Source: Interview with Chris Espinosa, 13 June 2000.

Instructions from Steve

Espinosa: When Steve hired me to put together the Macintosh documentation suite, he gave me a couple watchwords that completely changed the approach we took. First of all, I was hired to run pubs on Macintosh when the Macintosh group was only 6 or 7 people. It was fairly remarkable to get the Publications department in so early in the project. That's because Steve knew I had a lot of work to do in planning and figuring out what to write about. It wasn't just, "Here's the product, write about it." The second thing was that he really wanted to capture a value that he had captured osmotically from what people really valued from the Apple II: that with properly designed software, the system teaches you how to use it itself. If the menu structure and the purpose of the application and the user interface are clear enough, you don't need manuals.

So he told me that my job as publications manager on Macintosh was to put myself out of a job, in that in the best of all possible worlds, my job wouldn't need to exist, because the software would teach itself. And that was a real good lesson that a lot of people have forgotten: that the chief aspect of good user interface design is that people should be able to walk up to a system on their own, and figure out how to use it without having to read a book, or even having to read a help system. A help system is often not much better than a book, except you can't look at it and the system at the same time because you don't have the screen real estate. So I started hiring a bunch of people. I was only 20 years old, but Steve was 24, so he didn't consider this that unusual.

Working with Programmers

There were two major groups I worked with that got the publications process on Macintosh incredibly connected with the project as a whole. The first was with the software team. That started by doing tech documentation, and getting ourselves familiar with and well-connected with the programmers, by writing documentation by which they could get other people to write programs sitting on their operating system. I think that really really helped, because it proved to Jerome Coonen (Macintosh's software engineering manager) and Andy Hertzfeld and Steve Capps and everybody could trust me because we wrote the technical manuals that let people use their system software. You can't just publish APIs and hope people will understand how to do it: you need the low-level technical documentation to explain it. And when they started seeing these programs coming in from third parties that really used their software right, that helped confirm that the publications group was an integral part of the software design process.

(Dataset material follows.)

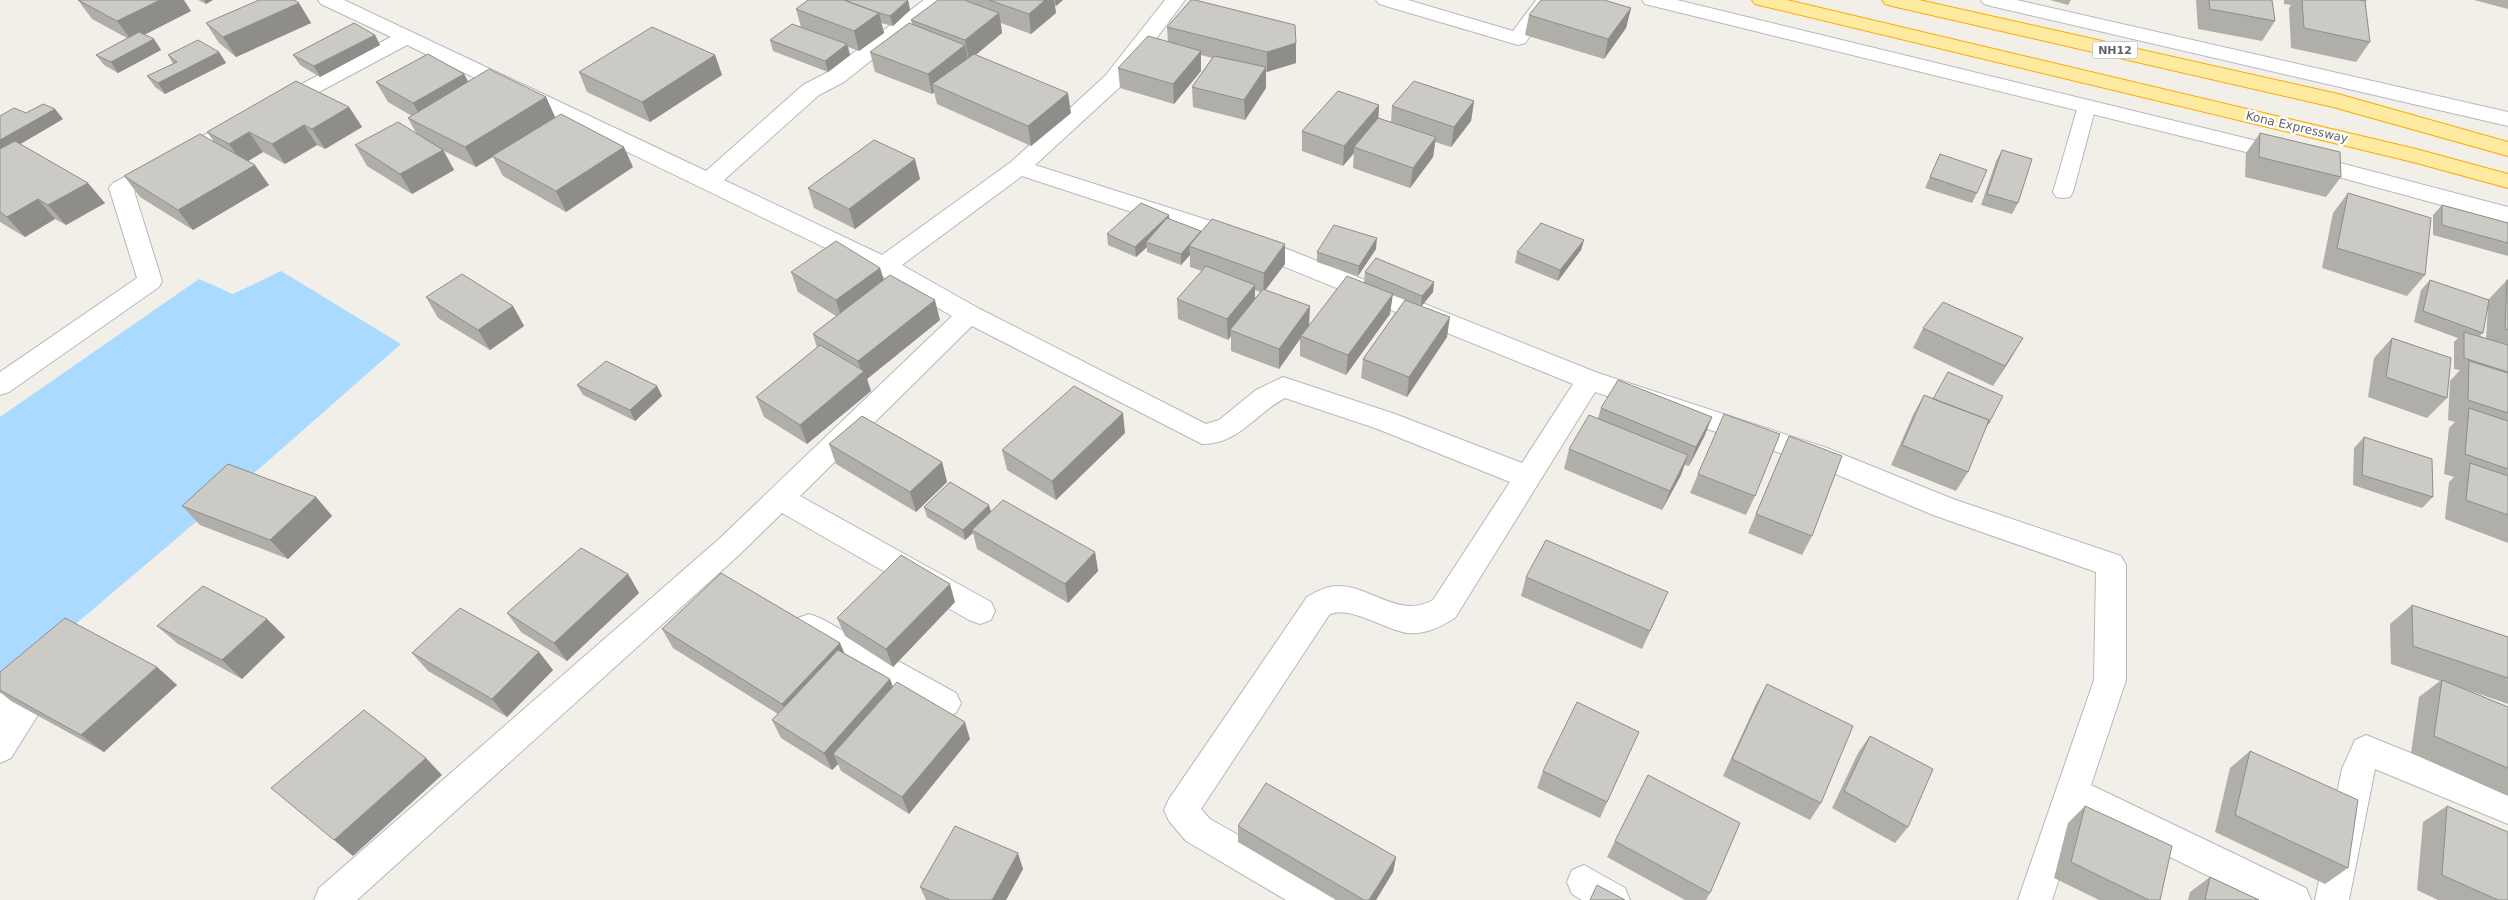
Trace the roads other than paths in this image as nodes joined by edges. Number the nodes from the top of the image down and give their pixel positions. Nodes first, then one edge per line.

Caroline Rose was just fiendish about that. She was our technical documentation lead, and her relationship with Andy was really, really funny. She was doing what I was talking about before, which was asking him the tough questions about what he was going to do next that he hadn't thought about before. She really made his life difficult, and helped him design better software. She would sit there and say, "But I don't understand. Tell me again how you build a control?" And he'd go through it over and over again, until he finally came to the realization that, "You know, if it's this hard to understand, I didn't do it right." And he'd tell her to go away, and then he'd completely reinvent it overnight. The next day he'd say, "Okay, this is how you do it now," and she'd say, "Oh, that's much clearer; thank you for explaining it."

Caroline Rose talks in her interview about her work, and her collaboration with Mac software developers.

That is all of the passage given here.